In performing an analysis of the current position of a business, a tool or process known as a SWOT analysis is often performed. The SWOT analysis looks at four crucial characteristics of a business, whether it be a long established major player or a cheap business for sale at lower cost: the strengths and weaknesses of the businesses, and the opportunities for and the threats to the business that exist. The SWOT analysis is believed to have been devised in the nineteen sixties or the nineteen seventies, but its creator remains unknown. It is often falsely attributed to one Albert Humphries, a business consultant from the United States of America, but while he was alive he vehemently disputed this attribution. The advantage of a SWOT analysis is that it presents in a matrix the positive and negative aspects of both internal (the strengths and weaknesses) and external (the opportunities and threats) factors. The SWOT analysis process is used by all sorts of businesses and other organisations with varyin g levels of sophistication, from corner delis to business brokers in Sydney. There are two very common uses for the results of a SWOT analysis for improving a business: conversion and matching.
In a process of conversion, ways are found for the organisation to transform so that weaknesses become strengths, or external factors which were previously threats become opportunities. In matching, competitive advantages of a business are found by finding strengths that are well adapted to take advantage of upcoming opportunities for the business. In the case of both weaknesses and threats which cannot be avoided, exposure should be minimised if at all possible.
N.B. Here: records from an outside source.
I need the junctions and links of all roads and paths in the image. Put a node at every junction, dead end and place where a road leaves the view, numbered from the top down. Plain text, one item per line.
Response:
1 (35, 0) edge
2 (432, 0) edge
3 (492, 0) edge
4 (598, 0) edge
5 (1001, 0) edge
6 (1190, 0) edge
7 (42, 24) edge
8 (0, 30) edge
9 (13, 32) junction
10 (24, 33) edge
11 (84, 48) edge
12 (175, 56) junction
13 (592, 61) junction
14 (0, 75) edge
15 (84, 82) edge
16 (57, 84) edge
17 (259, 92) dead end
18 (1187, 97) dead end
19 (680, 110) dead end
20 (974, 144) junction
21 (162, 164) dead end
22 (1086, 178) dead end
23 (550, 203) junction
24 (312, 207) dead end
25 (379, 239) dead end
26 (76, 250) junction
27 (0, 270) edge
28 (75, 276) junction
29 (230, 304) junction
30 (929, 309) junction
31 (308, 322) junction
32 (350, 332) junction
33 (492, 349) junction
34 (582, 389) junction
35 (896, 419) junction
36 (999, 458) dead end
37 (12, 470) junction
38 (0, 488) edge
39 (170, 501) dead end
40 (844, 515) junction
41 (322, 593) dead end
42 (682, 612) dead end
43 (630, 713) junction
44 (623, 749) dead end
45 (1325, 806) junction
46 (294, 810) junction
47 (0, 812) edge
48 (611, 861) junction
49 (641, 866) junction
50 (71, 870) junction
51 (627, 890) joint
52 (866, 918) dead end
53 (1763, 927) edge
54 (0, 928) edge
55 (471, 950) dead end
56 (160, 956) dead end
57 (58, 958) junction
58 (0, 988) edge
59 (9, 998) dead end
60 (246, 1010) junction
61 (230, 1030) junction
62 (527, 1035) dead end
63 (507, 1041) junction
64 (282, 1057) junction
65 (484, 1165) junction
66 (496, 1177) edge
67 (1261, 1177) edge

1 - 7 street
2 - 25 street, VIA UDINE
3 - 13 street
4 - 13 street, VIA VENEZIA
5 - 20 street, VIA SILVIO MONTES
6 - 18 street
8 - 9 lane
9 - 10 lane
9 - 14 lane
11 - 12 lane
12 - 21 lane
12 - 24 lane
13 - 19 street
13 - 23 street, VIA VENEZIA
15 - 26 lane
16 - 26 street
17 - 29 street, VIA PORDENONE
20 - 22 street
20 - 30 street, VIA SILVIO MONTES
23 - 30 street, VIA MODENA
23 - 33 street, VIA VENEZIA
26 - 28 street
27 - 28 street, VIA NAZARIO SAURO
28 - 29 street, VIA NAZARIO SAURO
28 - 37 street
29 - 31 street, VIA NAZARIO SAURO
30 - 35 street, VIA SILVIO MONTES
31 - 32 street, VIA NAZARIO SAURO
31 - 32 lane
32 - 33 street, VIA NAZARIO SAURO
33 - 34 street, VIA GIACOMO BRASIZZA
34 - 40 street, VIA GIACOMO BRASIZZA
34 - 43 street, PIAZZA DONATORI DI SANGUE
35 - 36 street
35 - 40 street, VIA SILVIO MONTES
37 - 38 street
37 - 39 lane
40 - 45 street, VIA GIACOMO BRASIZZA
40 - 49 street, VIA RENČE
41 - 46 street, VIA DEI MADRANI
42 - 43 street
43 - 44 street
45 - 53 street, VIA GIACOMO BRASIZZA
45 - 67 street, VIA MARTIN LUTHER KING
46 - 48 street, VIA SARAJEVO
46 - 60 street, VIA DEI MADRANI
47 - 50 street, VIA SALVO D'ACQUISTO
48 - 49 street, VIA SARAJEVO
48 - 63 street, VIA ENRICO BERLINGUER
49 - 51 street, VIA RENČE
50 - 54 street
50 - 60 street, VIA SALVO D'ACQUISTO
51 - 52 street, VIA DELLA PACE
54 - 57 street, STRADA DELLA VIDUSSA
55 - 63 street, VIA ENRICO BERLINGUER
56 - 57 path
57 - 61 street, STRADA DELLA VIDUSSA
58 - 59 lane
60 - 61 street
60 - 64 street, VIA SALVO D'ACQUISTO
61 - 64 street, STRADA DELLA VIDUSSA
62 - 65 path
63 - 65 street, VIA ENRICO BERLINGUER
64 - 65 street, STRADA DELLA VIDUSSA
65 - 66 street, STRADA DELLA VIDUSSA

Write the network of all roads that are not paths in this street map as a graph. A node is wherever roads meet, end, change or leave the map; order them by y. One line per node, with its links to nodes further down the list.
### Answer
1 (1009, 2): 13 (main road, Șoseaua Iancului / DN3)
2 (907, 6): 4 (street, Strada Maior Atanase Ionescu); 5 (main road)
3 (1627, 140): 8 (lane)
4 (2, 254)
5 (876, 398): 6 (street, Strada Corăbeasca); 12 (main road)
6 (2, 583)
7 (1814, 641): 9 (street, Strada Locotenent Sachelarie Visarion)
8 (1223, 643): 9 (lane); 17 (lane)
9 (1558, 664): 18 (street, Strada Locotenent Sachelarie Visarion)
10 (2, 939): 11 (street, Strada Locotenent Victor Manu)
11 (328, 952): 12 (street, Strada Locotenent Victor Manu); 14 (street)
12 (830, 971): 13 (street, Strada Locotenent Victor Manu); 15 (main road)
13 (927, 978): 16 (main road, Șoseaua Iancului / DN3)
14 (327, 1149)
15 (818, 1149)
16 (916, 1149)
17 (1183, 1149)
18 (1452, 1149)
The four Ps of price, product, promotion, and place are examples of factors that can be considered not only in the undertaking of a SWOT analysis but also in performing other forms of analysis of a business: for example, when considering small business for sale in Sydney.
With the regards to the four Ps: product is the service or good that a company or business produces that satisfies consumer demand; price is the amount charged by a business for their product; promotion is advertising and other information that the business provides regarding its products; and place is the distribution strategy for the product. For a typical consumer facing small business, place is fairly simple: the place of sale for that business is its premises. Little distribution strategy is required because it retails in place, rather than producing a good that is then sold by a separate retailer. Examples of businesses that may not require much of a distribution strategy are single store retailers, take away shops, greengrocers, and so on, all of which tend to be retailers only rather than producers of their own homogenous product. A similar yet separate framework that has been proposed in place of the four Ps is the four Cs, which is seen as more consumer oriented.